Amid a heated national debate over Syrian refugees, one young woman has offered a personal look at the grueling experience of seeking asylum in the United States.

Arnesa Buljusmic-Kustura was 12 years old when she first came to the United States, in about 2002, as she was one of 169,000 Bosnian refugees who resettled in this country starting in the mid-1990s, during Yugoslavia’s brutal civil war.

In a series of 45 tweets Wednesday, Buljusmic-Kustura, who identifies herself on Twitter as a Bosniak-Turk Muslim writer and activist, detailed the lengthy process through which she was admitted to the U.S.

“Keep in mind that the process to admit Syrian refugees to the U.S.A. is even more complex,” Buljusmic-Kustura urged her followers.

As of last month, the U.S. had accepted only 90 of the more than 2 million refugees fleeing Syria. And in the wake of last week’s terror attacks in Paris and Beirut, as well as subsequent threats of terrorism, a number of politicians are challenging the Obama administration’s plan to take in 10,000 more Syrian refugees over the next year. This week, Republican presidential candidate Sen. Rand Paul announced plans to introduce a bill that would “suspend visa issuance for countries with a high risk of terrorism.” At least 27 governors have pledged to refuse entry into their states for any Syrian refugees, despite not having any real legal standing to do so.

In Tennessee, one Republican state lawmaker has proposed enlisting the National Guard’s help in rounding up recently settled Syrian refugees and preventing others from entering the state “by whatever means we can.”

Buljusmic-Kustura told Yahoo News that she decided to share her personal experience with the hope “people will read this and realize that the process for refugees is long and strenuous and that the vetting process is very thorough.”

That first step alone took nearly a month, Buljusmic-Kustura wrote.

Thus began the first of several interviews the 12-year-old Buljusmic-Kustura and her family would have with U.N. officials.

"Because Yugoslavia was a socialist country," Buljusmic-Kustura said her parents were asked a lot of questions about their political affiliations,"Were they communists, dissidents?" She said the U.N. officials wanted to know whether they supported the war or served in the military, as well as how religious they were.

After about 18 months, Buljusmic-Kustura wrote that she, her parents and her younger brother, who was 7 years old at the time, had each been asked to tell their story countless times to a variety of U.N. officials.

Buljusmic-Kustura says that the interviews were followed by nearly six months of waiting before her family got the call notifying them that they had been approved for refugee status — approximately 2 years after they began the application process. At this point, they could officially start planning to make the trip to the U.S.

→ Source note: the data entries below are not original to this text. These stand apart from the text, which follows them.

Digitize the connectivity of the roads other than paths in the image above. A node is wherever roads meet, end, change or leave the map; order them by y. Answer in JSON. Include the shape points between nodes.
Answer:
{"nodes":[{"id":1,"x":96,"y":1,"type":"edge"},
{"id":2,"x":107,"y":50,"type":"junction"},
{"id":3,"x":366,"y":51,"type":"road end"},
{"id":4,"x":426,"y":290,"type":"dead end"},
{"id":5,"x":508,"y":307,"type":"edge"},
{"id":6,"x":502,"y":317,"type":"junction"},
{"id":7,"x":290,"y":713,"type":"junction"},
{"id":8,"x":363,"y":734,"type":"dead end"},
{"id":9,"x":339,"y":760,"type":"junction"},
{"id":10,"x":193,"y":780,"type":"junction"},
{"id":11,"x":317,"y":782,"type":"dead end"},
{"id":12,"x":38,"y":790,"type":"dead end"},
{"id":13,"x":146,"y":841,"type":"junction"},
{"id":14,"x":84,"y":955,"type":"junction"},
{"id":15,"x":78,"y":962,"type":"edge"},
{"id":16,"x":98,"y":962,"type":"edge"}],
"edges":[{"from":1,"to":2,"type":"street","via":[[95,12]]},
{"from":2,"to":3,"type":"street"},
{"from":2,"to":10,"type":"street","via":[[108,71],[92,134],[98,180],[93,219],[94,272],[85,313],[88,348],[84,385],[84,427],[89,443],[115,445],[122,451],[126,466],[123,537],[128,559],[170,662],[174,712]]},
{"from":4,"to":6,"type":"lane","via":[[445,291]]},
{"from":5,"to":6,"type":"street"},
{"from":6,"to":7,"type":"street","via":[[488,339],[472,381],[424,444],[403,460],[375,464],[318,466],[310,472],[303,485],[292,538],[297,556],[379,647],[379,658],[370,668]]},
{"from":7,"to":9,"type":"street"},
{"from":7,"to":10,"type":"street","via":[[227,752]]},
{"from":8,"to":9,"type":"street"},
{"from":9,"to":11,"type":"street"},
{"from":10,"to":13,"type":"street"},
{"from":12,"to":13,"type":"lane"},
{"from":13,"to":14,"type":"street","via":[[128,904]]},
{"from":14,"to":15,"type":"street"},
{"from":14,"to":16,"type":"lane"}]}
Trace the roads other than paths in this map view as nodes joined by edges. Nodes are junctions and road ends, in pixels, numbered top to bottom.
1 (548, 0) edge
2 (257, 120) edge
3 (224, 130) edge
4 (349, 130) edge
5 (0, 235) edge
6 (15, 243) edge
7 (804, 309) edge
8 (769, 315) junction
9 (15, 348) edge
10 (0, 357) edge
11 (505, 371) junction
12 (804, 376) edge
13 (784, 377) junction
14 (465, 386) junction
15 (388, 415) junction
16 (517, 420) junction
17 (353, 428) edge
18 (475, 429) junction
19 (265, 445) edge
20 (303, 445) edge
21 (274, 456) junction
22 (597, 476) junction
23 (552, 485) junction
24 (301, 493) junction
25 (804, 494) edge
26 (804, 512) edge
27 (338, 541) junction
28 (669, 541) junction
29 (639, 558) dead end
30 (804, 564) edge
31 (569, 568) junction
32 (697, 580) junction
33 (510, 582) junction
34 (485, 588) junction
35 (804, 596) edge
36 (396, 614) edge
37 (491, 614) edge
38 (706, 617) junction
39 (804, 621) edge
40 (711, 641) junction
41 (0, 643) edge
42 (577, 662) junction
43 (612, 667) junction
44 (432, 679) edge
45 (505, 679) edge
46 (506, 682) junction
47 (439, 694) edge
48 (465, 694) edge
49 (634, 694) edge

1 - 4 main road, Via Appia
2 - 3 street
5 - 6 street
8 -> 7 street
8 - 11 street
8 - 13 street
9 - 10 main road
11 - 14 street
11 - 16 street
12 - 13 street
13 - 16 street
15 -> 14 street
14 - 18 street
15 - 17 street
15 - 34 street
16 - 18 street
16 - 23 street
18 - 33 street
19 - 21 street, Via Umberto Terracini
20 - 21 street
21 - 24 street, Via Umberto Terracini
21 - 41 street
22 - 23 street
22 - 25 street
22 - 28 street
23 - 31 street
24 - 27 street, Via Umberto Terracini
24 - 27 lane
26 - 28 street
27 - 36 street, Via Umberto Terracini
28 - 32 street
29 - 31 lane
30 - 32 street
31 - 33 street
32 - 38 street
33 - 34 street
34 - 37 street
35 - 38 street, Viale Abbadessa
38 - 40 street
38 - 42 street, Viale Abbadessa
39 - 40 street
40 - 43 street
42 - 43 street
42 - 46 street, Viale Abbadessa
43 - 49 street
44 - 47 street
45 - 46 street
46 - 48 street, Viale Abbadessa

But the exciting news was met with the reality of leaving their home country behind.

Buljusmic-Kustura and her family were sent to Iowa, where they had relatives. But even after arriving in the U.S., the interviews and exams were far from over.

During her first month in the country, Buljusmic-Kustura recalls her family being assigned to a refugee case manager and another case manager from the Department of Homeland Security, who asked to hear their story yet again. Provided with limited access to Medicaid and food stamps and some donated furniture, she says her parents went in search of work and soon both had two full-time jobs.

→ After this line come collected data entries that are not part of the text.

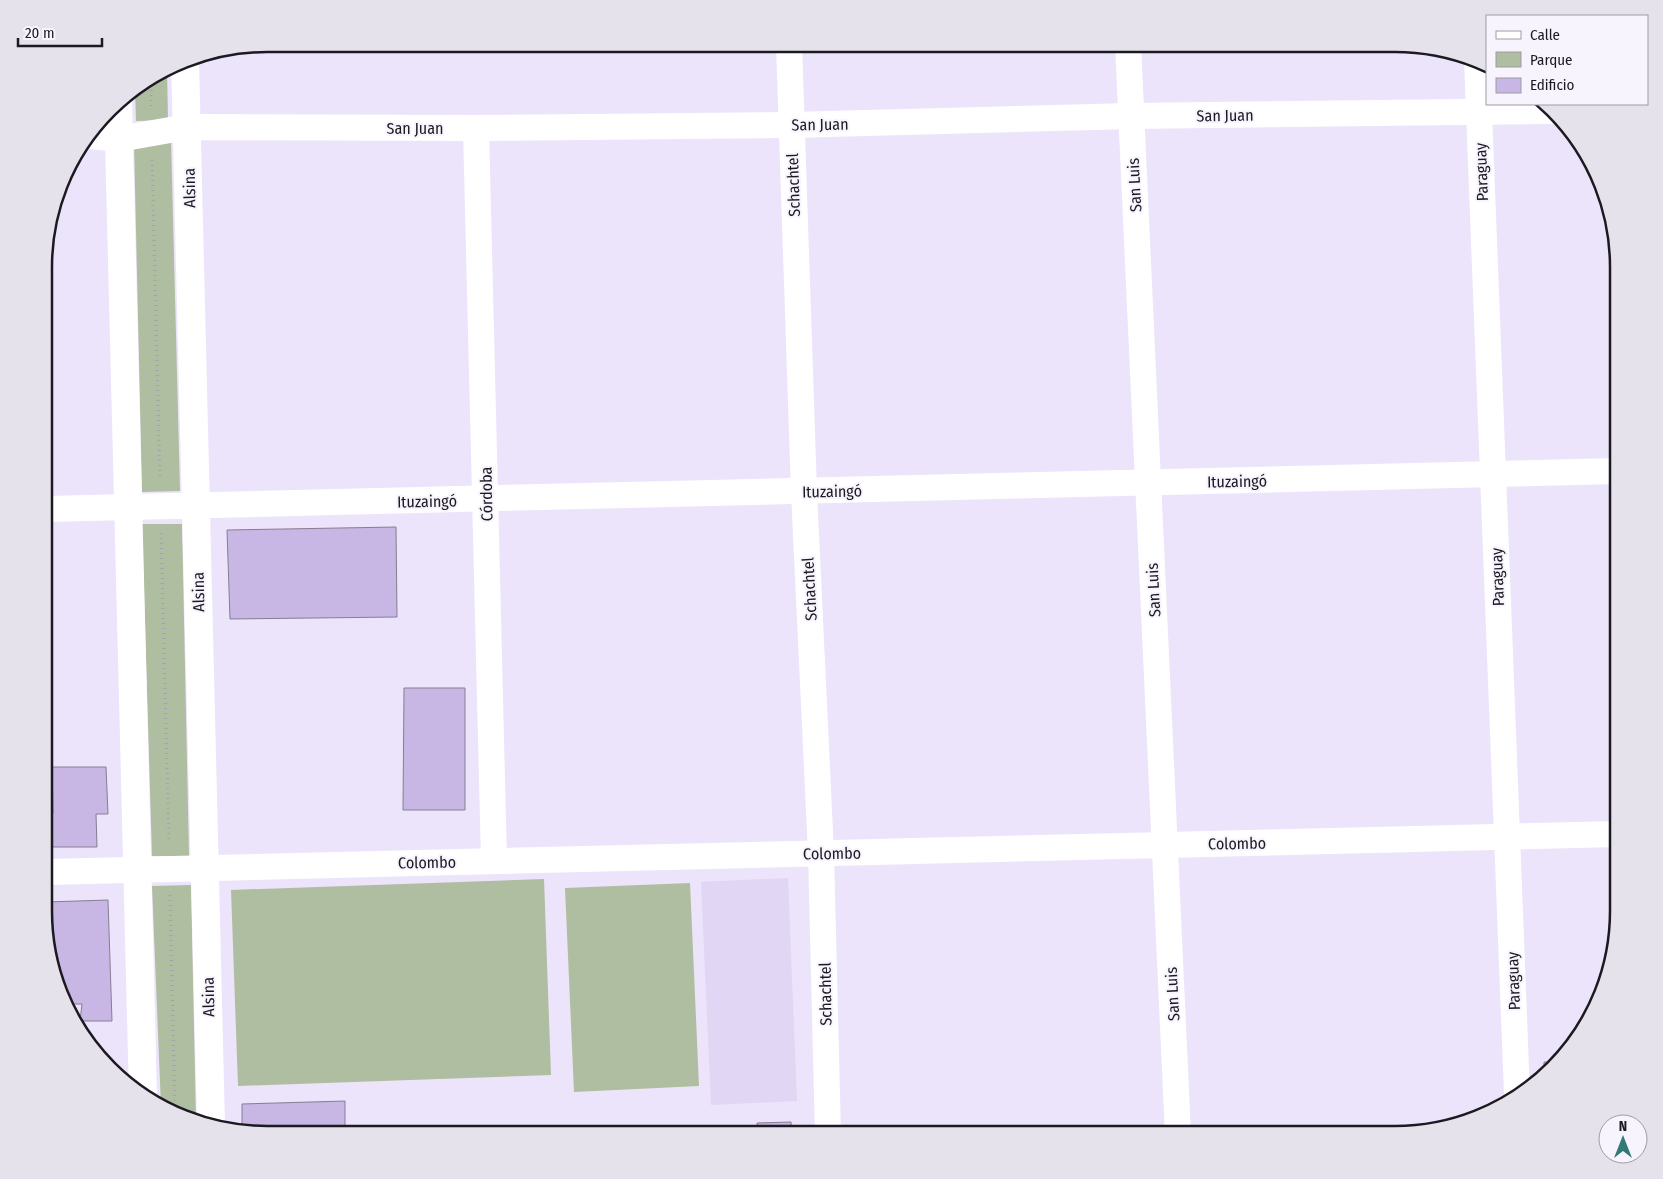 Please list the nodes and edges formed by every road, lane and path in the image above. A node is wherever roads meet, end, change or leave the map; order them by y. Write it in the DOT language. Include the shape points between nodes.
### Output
graph roads {
  1 [pos="789,52"];
  2 [pos="1128,52"];
  3 [pos="1476,68"];
  4 [pos="186,69"];
  5 [pos="150,87"];
  6 [pos="1479,111"];
  7 [pos="1543,111"];
  8 [pos="118,112"];
  9 [pos="1131,116"];
  10 [pos="791,125"];
  11 [pos="187,128"];
  12 [pos="476,128"];
  13 [pos="152,132"];
  14 [pos="97,136"];
  15 [pos="119,138"];
  16 [pos="1610,471"];
  17 [pos="1493,474"];
  18 [pos="1148,483"];
  19 [pos="804,492"];
  20 [pos="486,499"];
  21 [pos="196,506"];
  22 [pos="161,507"];
  23 [pos="128,508"];
  24 [pos="52,509"];
  25 [pos="1610,834"];
  26 [pos="1507,837"];
  27 [pos="1165,845"];
  28 [pos="821,853"];
  29 [pos="494,861"];
  30 [pos="169,868"];
  31 [pos="205,868"];
  32 [pos="138,869"];
  33 [pos="52,872"];
  34 [pos="144,1087"];
  35 [pos="1517,1089"];
  36 [pos="175,1105"];
  37 [pos="211,1119"];
  38 [pos="828,1126"];
  39 [pos="1178,1126"];
  1 -- 10 [label="street, Schachtel"];
  2 -- 9 [label="street, San Luis"];
  3 -- 6 [label="street, Paraguay"];
  4 -- 11 [label="main road, Alsina"];
  5 -- 13 [label="path"];
  6 -- 7 [label="street, San Juan"];
  6 -- 9 [label="street, San Juan"];
  6 -- 17 [label="street, Paraguay"];
  8 -- 15 [label="main road"];
  9 -- 10 [label="street, San Juan"];
  9 -- 18 [label="street, San Luis"];
  10 -- 12 [label="street, San Juan"];
  10 -- 19 [label="street, Schachtel"];
  11 -- 12 [label="street, San Juan"];
  11 -- 13 [label="street, San Juan"];
  11 -- 21 [label="main road, Alsina"];
  12 -- 20 [label="street, Córdoba"];
  13 -- 15 [label="street, San Juan"];
  13 -- 22 [label="path"];
  14 -- 15 [label="street, San Juan"];
  15 -- 23 [label="main road"];
  16 -- 17 [label="street, Ituzaingó"];
  17 -- 18 [label="street, Ituzaingó"];
  17 -- 26 [label="street, Paraguay"];
  18 -- 19 [label="street, Ituzaingó"];
  18 -- 27 [label="street, San Luis"];
  19 -- 20 [label="street, Ituzaingó"];
  19 -- 28 [label="street, Schachtel"];
  20 -- 21 [label="street, Ituzaingó"];
  20 -- 29 [label="street, Córdoba"];
  21 -- 22 [label="street, Ituzaingó"];
  21 -- 31 [label="main road, Alsina"];
  22 -- 23 [label="street, Ituzaingó"];
  22 -- 30 [label="path"];
  23 -- 24 [label="street, Ituzaingó"];
  23 -- 32 [label="main road"];
  25 -- 26 [label="street, Colombo"];
  26 -- 27 [label="street, Colombo"];
  26 -- 35 [label="street, Paraguay"];
  27 -- 28 [label="street, Colombo"];
  27 -- 39 [label="street, San Luis"];
  28 -- 29 [label="street, Colombo"];
  28 -- 38 [label="street, Schachtel"];
  29 -- 31 [label="street, Colombo"];
  30 -- 31 [label="street, Colombo"];
  30 -- 32 [label="street, Colombo"];
  30 -- 36 [label="path"];
  31 -- 37 [label="main road, Alsina"];
  32 -- 33 [label="street, Colombo"];
  32 -- 34 [label="main road"];
}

School was difficult and her parents were barely home, but eventually Buljusmic-Kustura learned to speak English and her parents earned enough from their jobs to buy a house and a car.

But the fragility of their new life continued to loom large.

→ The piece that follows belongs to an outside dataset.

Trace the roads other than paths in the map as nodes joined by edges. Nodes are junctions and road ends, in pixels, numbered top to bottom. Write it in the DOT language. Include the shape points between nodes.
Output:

Seven years after fleeing her war-torn home, Buljusmic-Kustura graduated college in the United States. 


Now 26, she is the executive director of the Bosniak American Association of Iowa, a nonprofit organization that, according to its website, “represents the 20,000 strong population of Bosnian-Americans within the state of Iowa” and “seeks to promote and foster Bosnian-American heritage and activism both within the state of Iowa and abroad.”
http://bosniakamerican.org/about

Not only had Buljusmic-Kustura’s story been widely shared on Twitter as of Wednesday afternoon, but she’d inspired others like Laila Alawa to share their stories. Alawa is CEO and founder of the site Coming of Faith, which covers feminist issues and news affecting Muslim women. She was not a refugee when she came to the United States from Japan in 1997, but because her father is Syrian, Alawa says, immigrating to the U.S. was particularly challenging for her family. 

“With all the fear-mongering going around, I think it’s important for people to understand that refugees really are just regular people seeking a safe place,” Buljusmic-Kustura told Yahoo News. “And when they're granted that status and the ability to escape the horrors that face them, they become contributing members of our society.”